WORK TO COMPLETE: Look through the data below, and copy each line that carries the word "topology".

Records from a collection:

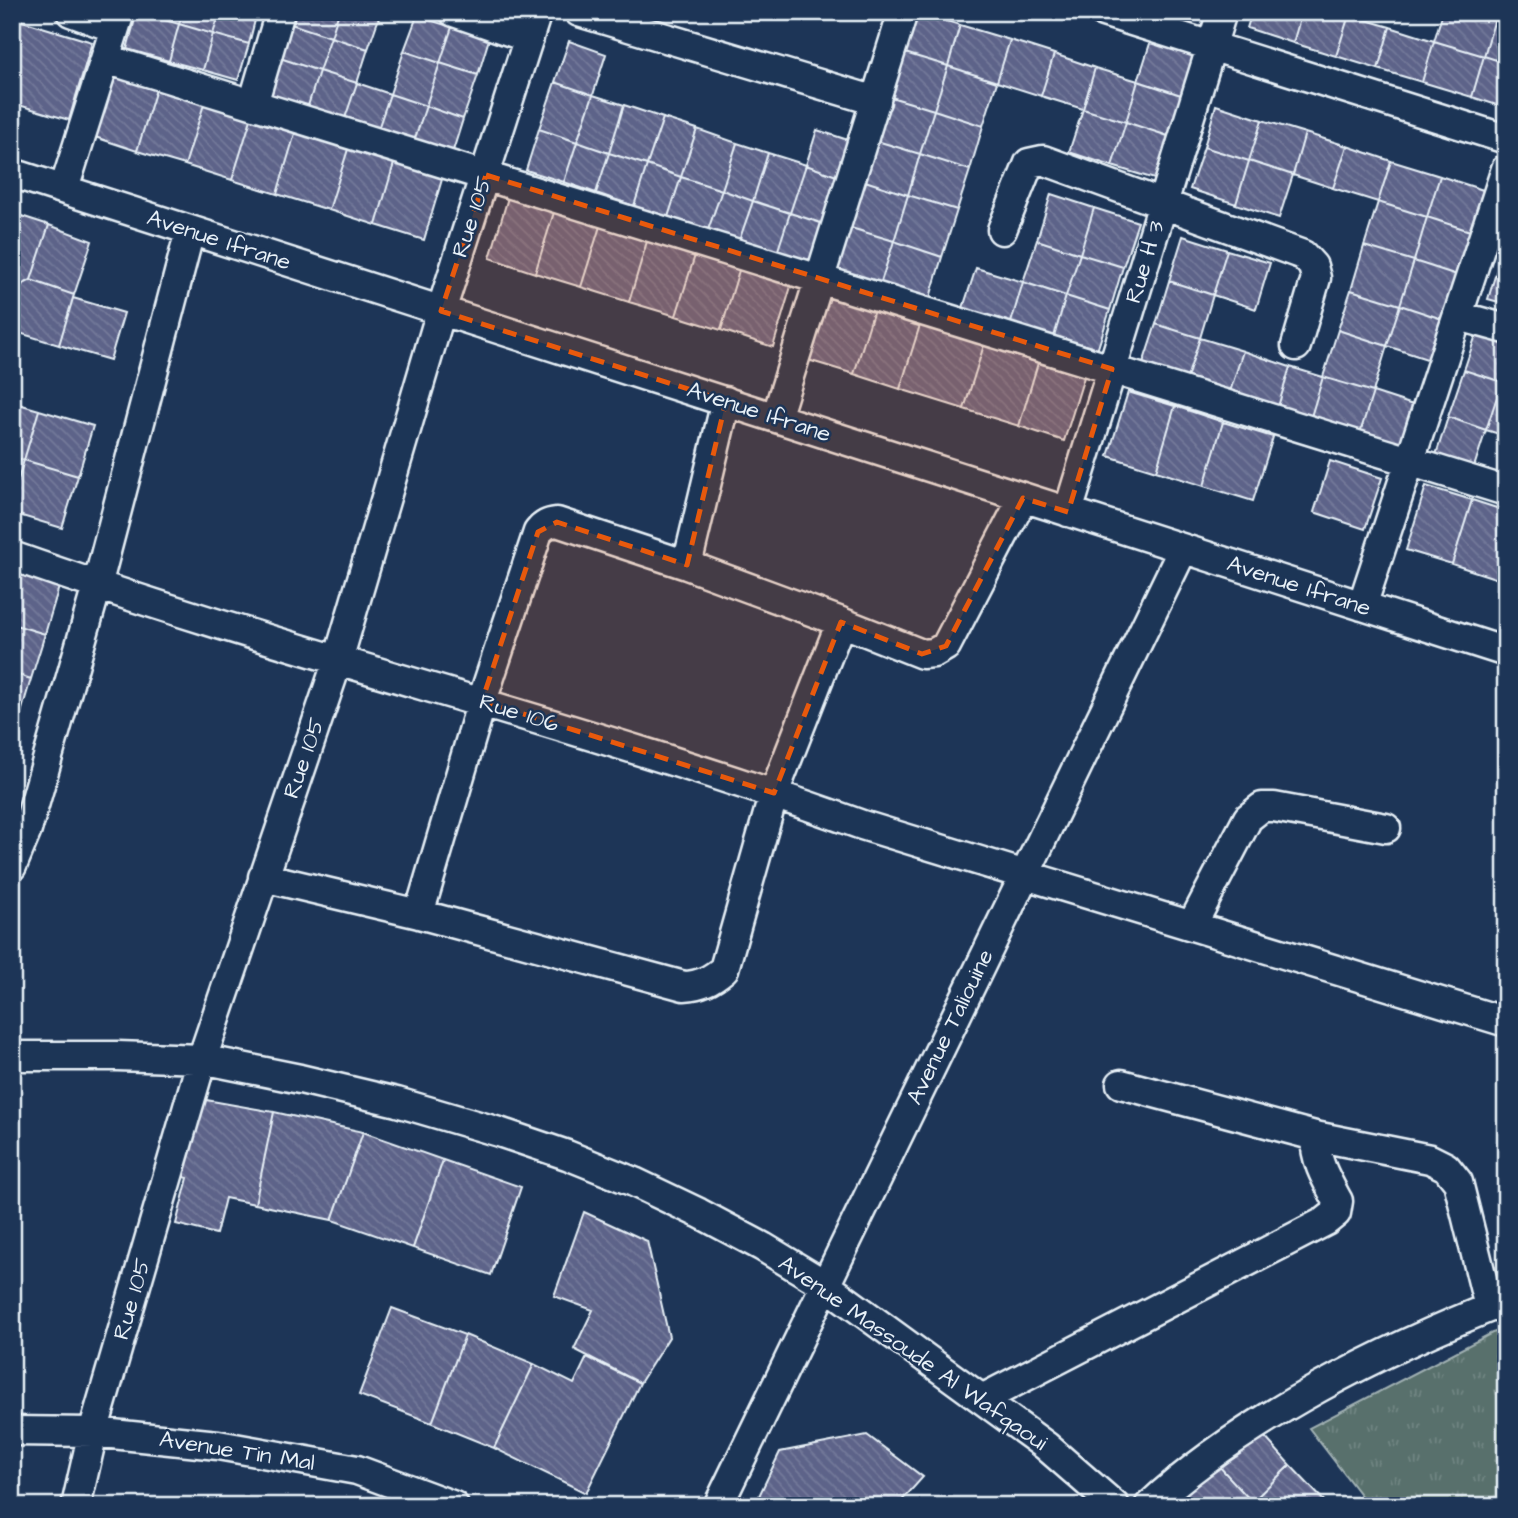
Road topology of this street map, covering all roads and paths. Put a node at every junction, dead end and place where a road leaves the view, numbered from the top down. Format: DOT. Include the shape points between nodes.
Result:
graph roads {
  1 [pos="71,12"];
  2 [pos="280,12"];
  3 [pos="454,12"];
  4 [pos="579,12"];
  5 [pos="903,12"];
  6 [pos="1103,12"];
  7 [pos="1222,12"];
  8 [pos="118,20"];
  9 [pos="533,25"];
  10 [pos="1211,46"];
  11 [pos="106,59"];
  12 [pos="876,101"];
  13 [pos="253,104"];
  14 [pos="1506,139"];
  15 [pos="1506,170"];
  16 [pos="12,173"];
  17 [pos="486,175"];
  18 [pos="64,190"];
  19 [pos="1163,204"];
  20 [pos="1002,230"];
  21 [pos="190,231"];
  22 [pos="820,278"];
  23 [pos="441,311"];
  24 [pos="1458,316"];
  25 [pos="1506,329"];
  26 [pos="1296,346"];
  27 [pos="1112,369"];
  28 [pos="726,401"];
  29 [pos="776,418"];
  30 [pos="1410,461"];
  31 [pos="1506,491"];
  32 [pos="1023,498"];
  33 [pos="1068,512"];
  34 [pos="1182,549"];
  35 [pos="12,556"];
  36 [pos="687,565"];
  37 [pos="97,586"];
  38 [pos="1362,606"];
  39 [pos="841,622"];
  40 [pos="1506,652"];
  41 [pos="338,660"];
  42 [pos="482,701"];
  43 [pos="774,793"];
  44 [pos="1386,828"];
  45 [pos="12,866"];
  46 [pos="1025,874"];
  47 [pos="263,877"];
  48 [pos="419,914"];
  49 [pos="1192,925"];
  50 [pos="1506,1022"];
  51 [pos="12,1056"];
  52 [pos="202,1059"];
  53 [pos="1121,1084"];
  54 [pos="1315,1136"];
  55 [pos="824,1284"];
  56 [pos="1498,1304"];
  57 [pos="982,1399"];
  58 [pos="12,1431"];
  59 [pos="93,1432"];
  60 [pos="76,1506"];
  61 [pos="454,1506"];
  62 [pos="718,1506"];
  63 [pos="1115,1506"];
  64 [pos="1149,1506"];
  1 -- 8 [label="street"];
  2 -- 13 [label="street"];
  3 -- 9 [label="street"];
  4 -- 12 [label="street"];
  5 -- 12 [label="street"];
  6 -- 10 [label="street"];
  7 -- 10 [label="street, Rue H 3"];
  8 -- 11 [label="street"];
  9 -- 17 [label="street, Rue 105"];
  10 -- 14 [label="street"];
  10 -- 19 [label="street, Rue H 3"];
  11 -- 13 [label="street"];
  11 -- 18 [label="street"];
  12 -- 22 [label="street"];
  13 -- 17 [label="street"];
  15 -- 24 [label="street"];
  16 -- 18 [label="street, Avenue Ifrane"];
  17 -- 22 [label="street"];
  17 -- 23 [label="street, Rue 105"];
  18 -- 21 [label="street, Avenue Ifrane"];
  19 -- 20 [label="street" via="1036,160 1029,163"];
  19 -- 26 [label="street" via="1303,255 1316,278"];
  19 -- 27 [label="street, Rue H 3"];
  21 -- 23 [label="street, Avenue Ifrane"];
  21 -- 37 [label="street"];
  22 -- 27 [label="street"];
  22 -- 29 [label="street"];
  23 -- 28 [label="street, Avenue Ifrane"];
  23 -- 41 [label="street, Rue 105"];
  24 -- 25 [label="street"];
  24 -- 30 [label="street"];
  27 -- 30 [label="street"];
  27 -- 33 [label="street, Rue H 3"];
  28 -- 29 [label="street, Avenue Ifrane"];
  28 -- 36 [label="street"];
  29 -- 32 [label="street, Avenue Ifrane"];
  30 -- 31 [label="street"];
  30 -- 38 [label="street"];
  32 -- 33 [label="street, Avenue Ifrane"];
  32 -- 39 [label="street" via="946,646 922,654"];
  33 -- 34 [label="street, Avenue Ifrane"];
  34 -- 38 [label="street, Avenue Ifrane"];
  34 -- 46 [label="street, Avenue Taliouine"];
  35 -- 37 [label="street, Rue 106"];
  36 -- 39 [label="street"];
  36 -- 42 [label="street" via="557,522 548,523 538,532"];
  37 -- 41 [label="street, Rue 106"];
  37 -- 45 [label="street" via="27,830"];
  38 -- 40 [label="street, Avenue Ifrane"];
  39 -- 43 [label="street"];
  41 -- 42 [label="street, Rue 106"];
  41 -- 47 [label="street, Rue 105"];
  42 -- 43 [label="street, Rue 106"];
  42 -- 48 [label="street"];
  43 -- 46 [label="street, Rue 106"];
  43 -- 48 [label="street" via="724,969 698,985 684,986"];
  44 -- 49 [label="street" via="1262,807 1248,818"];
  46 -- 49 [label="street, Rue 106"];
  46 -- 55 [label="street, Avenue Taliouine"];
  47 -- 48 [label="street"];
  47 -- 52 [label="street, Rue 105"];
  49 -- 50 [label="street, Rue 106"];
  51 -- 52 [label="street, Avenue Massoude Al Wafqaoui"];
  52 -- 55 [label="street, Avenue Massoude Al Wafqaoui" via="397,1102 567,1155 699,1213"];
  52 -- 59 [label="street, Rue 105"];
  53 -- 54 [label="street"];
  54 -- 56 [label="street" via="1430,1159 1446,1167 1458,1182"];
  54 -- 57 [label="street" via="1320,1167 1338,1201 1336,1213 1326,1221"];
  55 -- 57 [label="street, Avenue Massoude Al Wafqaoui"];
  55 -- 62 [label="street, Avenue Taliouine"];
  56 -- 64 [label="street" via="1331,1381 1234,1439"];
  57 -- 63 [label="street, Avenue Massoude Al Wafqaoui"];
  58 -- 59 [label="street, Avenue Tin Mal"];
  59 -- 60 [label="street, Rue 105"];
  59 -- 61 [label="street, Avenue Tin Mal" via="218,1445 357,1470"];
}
...
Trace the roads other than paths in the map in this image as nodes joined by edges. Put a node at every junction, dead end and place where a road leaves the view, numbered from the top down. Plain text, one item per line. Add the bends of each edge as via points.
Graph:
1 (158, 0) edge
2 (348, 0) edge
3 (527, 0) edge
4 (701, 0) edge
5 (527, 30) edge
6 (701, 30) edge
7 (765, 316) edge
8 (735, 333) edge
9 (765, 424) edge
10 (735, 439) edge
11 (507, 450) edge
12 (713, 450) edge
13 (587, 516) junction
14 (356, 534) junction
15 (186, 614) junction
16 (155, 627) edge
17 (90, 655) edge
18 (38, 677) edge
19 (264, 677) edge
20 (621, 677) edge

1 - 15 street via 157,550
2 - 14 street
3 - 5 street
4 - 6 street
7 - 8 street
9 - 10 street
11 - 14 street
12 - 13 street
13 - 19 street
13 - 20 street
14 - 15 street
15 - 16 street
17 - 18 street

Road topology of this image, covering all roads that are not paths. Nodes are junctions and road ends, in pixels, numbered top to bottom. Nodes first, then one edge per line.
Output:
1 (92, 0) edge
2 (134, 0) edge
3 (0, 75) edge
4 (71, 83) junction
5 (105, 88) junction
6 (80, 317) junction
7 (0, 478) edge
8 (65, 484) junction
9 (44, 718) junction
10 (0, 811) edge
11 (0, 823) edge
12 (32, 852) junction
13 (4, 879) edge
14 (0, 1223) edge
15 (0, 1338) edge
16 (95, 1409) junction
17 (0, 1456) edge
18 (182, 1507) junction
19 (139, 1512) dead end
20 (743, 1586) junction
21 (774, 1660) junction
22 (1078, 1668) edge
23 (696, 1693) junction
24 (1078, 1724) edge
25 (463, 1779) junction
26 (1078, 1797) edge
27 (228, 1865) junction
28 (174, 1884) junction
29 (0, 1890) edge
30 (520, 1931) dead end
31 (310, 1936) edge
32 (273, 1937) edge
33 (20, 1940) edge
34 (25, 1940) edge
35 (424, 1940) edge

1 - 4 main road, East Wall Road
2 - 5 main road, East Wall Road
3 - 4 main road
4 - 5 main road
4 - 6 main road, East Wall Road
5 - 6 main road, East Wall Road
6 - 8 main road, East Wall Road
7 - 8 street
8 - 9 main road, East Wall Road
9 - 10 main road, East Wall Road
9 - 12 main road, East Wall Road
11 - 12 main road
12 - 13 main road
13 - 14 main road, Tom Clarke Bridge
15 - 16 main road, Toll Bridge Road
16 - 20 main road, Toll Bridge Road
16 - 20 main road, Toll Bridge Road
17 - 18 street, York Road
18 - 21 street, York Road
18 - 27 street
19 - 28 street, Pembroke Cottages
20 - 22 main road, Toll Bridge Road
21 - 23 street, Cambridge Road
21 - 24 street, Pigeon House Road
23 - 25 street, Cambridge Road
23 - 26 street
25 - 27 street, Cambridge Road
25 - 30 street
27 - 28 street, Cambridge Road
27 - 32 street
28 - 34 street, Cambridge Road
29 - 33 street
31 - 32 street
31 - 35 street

TASK SOLUTION:
Road topology of this street map, covering all roads and paths. Put a node at every junction, dead end and place where a road leaves the view, numbered from the top down. Format: DOT. Include the shape points between nodes.
Road topology of this image, covering all roads that are not paths. Nodes are junctions and road ends, in pixels, numbered top to bottom. Nodes first, then one edge per line.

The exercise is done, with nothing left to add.